## Records supplied
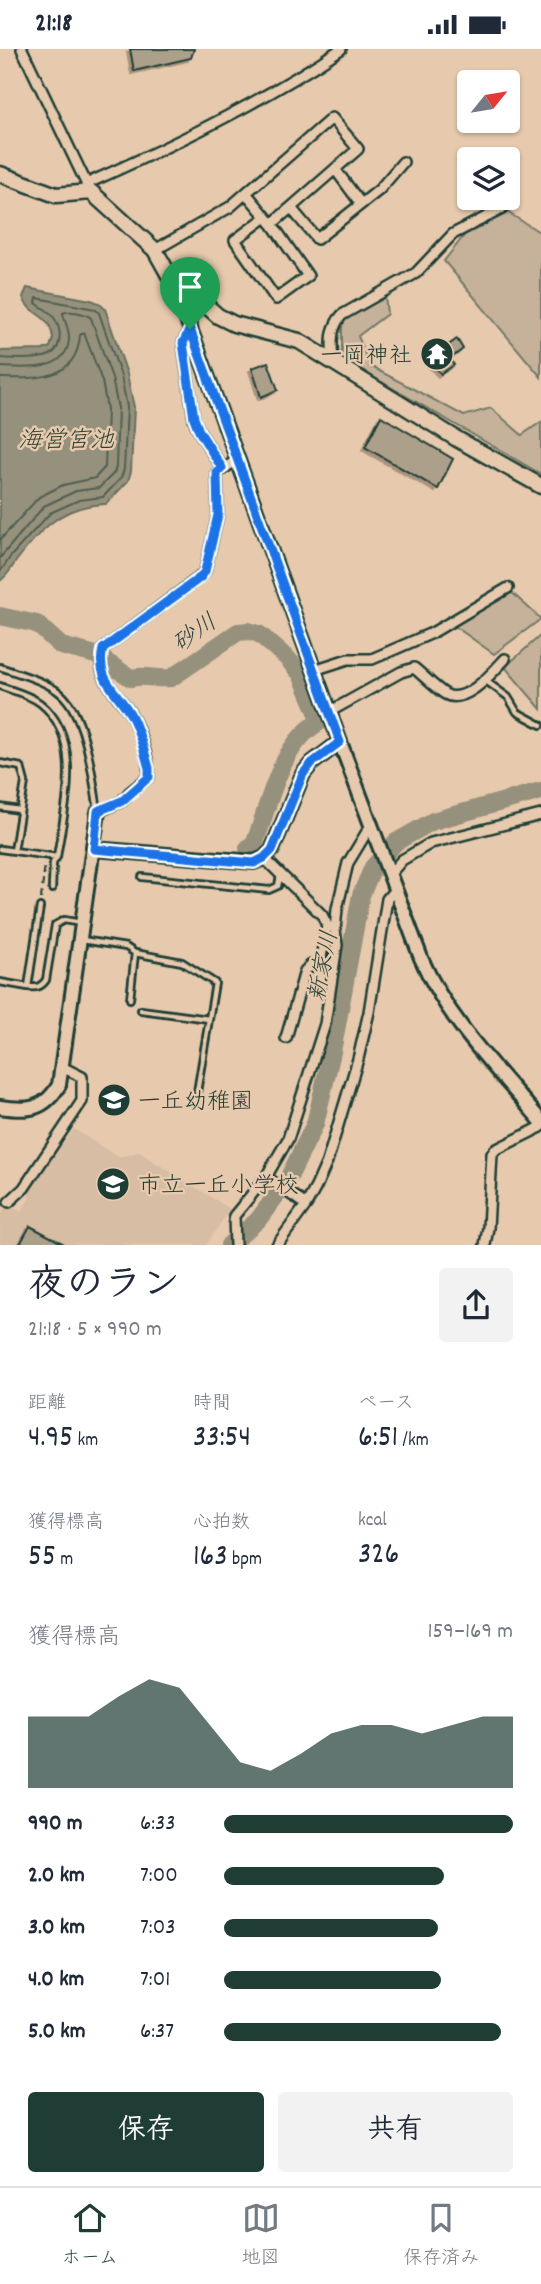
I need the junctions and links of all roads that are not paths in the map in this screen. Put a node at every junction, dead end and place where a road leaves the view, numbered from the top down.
1 (22, 49) edge
2 (341, 49) edge
3 (403, 162) dead end
4 (335, 169) junction
5 (0, 174) edge
6 (89, 188) junction
7 (246, 193) junction
8 (361, 204) junction
9 (291, 208) junction
10 (500, 210) edge
11 (269, 221) junction
12 (155, 250) junction
13 (174, 283) junction
14 (190, 329) junction
15 (333, 363) junction
16 (237, 460) junction
17 (222, 468) junction
18 (541, 486) edge
19 (508, 588) dead end
20 (505, 659) dead end
21 (0, 667) edge
22 (314, 670) junction
23 (485, 680) junction
24 (0, 685) edge
25 (329, 712) junction
26 (541, 725) edge
27 (340, 742) junction
28 (0, 763) edge
29 (0, 807) edge
30 (19, 810) junction
31 (98, 811) junction
32 (541, 815) edge
33 (371, 825) junction
34 (0, 849) edge
35 (94, 849) junction
36 (14, 851) junction
37 (57, 857) junction
38 (264, 858) junction
39 (390, 874) junction
40 (280, 876) junction
41 (142, 877) dead end
42 (396, 888) junction
43 (52, 889) dead end
44 (40, 907) road end
45 (83, 923) junction
46 (81, 940) junction
47 (135, 953) junction
48 (0, 982) edge
49 (28, 987) junction
50 (130, 999) dead end
51 (141, 1010) dead end
52 (209, 1019) junction
53 (286, 1038) dead end
54 (62, 1067) junction
55 (197, 1092) dead end
56 (0, 1107) edge
57 (541, 1121) edge
58 (541, 1127) edge
59 (266, 1177) junction
60 (9, 1202) dead end
61 (306, 1205) junction
62 (235, 1244) edge
63 (278, 1244) edge
64 (485, 1244) edge

1 - 6 street
2 - 6 street
3 - 8 street
4 - 7 street
4 - 8 street
4 - 9 street
5 - 6 main road
6 - 12 main road
7 - 11 street
7 - 12 street
8 - 9 street
9 - 11 street
10 - 15 street
11 - 11 street
12 - 13 main road
13 - 14 street
13 - 15 main road
14 - 16 street
14 - 17 street
15 - 18 main road
16 - 17 street
16 - 22 street
17 - 31 street
19 - 22 street
20 - 23 street
21 - 31 lane
22 - 25 street
23 - 25 street
23 - 26 lane
24 - 37 lane
25 - 27 street
27 - 33 street
27 - 38 street
28 - 30 lane
29 - 30 lane
30 - 36 lane
31 - 35 street
32 - 39 street
33 - 39 street
33 - 59 street
34 - 36 lane
35 - 38 street
35 - 45 street
36 - 37 lane
37 - 43 lane
38 - 40 street
39 - 42 street
40 - 41 lane
40 - 53 street
42 - 57 street
42 - 61 street
44 - 49 lane
45 - 46 street
45 - 49 lane
46 - 47 lane
46 - 54 street
47 - 50 lane
47 - 52 lane
48 - 49 lane
51 - 52 lane
52 - 55 lane
54 - 56 street
54 - 60 street
58 - 64 street
59 - 61 street
59 - 62 street
61 - 63 street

## Exercise instructions
If a line of the data holds the string "road", count it. Then state the total and nothing more.

## Response to this task
7